In class-based, object-oriented programming, a class variable  is a variable defined in a class of which a single copy exists, regardless of how many instances of the class exist.

A class variable is not an instance variable. It is a special type of class attribute (or class property, field, or data member). The same dichotomy between instance and class members applies to methods ("member functions") as well; a class may have both instance methods and class methods.

Static member variables and static member functions
In some languages, class variables and class methods are either statically resolved, not via dynamic dispatch, or their memory statically allocated at compile time (once for the entire class, as static variables), not dynamically allocated at run time (at every instantiation of an object). In other cases, however, either or both of these are dynamic. For example, if classes can be dynamically defined (at run time), class variables of these classes are allocated dynamically when the class is defined, and in some languages class methods are also dispatched dynamically.
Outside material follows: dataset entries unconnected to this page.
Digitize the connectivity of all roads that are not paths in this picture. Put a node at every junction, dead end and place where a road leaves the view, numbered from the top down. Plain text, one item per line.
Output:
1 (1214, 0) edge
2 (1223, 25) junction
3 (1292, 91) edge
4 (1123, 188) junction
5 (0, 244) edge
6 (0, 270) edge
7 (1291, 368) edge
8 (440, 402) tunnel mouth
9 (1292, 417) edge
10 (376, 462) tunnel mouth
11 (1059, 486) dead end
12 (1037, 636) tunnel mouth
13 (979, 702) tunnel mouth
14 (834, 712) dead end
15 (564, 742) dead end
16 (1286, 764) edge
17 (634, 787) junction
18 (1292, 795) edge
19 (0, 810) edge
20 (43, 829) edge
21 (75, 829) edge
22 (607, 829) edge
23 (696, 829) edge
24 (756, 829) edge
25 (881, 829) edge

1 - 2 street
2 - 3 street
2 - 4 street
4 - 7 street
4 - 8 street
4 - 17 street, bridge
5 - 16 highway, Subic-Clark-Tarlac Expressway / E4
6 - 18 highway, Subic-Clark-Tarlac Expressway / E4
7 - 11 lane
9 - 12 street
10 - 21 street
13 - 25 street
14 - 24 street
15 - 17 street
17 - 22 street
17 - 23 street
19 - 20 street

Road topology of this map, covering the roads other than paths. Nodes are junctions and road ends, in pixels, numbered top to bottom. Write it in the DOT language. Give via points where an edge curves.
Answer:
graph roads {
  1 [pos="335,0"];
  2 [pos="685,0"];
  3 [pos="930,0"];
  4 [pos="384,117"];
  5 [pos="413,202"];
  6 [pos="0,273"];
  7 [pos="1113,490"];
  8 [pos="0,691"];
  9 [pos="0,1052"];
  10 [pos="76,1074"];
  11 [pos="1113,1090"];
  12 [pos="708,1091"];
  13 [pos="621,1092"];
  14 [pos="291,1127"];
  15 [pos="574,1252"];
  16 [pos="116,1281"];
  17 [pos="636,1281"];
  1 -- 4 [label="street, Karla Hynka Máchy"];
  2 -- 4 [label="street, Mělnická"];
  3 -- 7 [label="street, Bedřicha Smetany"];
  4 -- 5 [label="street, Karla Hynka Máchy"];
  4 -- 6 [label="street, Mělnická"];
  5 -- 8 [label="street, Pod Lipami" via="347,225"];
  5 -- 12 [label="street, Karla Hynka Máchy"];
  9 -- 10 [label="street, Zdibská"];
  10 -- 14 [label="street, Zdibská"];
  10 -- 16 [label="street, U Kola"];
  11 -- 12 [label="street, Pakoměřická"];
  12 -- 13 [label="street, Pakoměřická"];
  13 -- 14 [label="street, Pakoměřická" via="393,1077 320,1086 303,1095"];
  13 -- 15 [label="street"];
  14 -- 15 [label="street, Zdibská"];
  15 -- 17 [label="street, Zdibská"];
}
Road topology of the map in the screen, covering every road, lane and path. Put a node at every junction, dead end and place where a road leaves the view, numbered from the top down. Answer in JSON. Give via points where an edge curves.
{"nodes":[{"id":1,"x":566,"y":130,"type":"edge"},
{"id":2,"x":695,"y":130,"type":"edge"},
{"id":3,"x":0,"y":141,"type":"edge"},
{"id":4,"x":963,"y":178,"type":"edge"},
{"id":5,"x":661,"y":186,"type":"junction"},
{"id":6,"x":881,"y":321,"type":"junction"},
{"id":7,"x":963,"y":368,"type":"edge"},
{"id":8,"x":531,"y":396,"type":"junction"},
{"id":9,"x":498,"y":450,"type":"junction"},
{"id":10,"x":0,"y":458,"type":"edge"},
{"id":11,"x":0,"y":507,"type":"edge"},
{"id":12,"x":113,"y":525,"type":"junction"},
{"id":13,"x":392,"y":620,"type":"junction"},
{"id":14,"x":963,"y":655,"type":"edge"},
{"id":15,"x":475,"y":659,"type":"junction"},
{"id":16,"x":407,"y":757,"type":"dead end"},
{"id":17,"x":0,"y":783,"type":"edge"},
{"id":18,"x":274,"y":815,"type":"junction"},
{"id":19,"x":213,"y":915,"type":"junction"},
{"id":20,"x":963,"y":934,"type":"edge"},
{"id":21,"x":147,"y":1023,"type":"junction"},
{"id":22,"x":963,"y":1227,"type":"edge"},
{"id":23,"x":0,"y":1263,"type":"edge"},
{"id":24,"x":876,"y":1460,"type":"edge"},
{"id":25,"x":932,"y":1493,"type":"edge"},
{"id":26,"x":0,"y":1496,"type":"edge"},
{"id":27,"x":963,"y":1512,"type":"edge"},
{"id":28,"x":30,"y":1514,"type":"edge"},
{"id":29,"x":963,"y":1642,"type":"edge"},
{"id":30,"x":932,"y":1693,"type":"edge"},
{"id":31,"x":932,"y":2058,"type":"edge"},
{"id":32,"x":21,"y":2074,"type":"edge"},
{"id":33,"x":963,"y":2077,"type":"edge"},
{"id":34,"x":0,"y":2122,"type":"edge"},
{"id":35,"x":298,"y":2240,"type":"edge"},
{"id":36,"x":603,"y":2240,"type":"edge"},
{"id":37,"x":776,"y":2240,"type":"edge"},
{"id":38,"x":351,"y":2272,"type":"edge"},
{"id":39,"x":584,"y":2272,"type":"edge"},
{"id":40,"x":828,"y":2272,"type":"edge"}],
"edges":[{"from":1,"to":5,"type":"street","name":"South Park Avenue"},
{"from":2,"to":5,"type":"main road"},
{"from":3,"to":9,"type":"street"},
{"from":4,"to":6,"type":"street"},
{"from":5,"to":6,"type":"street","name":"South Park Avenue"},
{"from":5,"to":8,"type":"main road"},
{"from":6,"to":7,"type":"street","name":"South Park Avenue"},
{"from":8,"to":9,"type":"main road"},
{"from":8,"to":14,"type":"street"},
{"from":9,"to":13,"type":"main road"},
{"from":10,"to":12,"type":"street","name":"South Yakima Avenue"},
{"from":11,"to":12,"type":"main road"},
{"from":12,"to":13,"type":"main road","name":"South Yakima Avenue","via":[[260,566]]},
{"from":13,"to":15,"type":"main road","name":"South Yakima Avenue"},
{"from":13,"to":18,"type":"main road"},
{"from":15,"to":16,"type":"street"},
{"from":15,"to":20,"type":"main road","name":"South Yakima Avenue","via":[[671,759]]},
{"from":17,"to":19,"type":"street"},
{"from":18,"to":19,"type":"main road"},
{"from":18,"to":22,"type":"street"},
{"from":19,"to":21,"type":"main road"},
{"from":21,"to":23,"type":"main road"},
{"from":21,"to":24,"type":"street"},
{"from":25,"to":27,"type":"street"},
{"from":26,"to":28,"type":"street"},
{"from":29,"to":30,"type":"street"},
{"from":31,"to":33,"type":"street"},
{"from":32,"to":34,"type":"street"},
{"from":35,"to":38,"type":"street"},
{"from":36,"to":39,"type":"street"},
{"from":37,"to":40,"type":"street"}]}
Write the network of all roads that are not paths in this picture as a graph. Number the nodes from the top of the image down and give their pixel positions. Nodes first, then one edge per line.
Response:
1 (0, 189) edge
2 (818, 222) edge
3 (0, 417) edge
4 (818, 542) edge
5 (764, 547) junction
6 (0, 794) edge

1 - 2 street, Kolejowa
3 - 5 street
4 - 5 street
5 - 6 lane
Thus in some languages, static member variable or static member function are used synonymously with or in place of "class variable" or "class function", but these are not synonymous across languages. These terms are commonly used in Java, C#     , and C++, where class variables and class methods are declared with the static keyword, and referred to  as static member variables or static member functions.

Example
 
struct Request {

    static int count;
    int number;

    Requestobject() {
        number = count; // modifies the instance variable "this->number"
        ++count; // modifies the class variable "Request::count"
    }

};

int Request::count = 0;

In this C++ example, the class variable Request::count is incremented on each call to the constructor, so that Request::count always holds the number of Requests that have been constructed, and each new Request object is given a number in sequential order. Since count is a class variable, there is only one object Request::count; in contrast, each Request object contains its own distinct number field.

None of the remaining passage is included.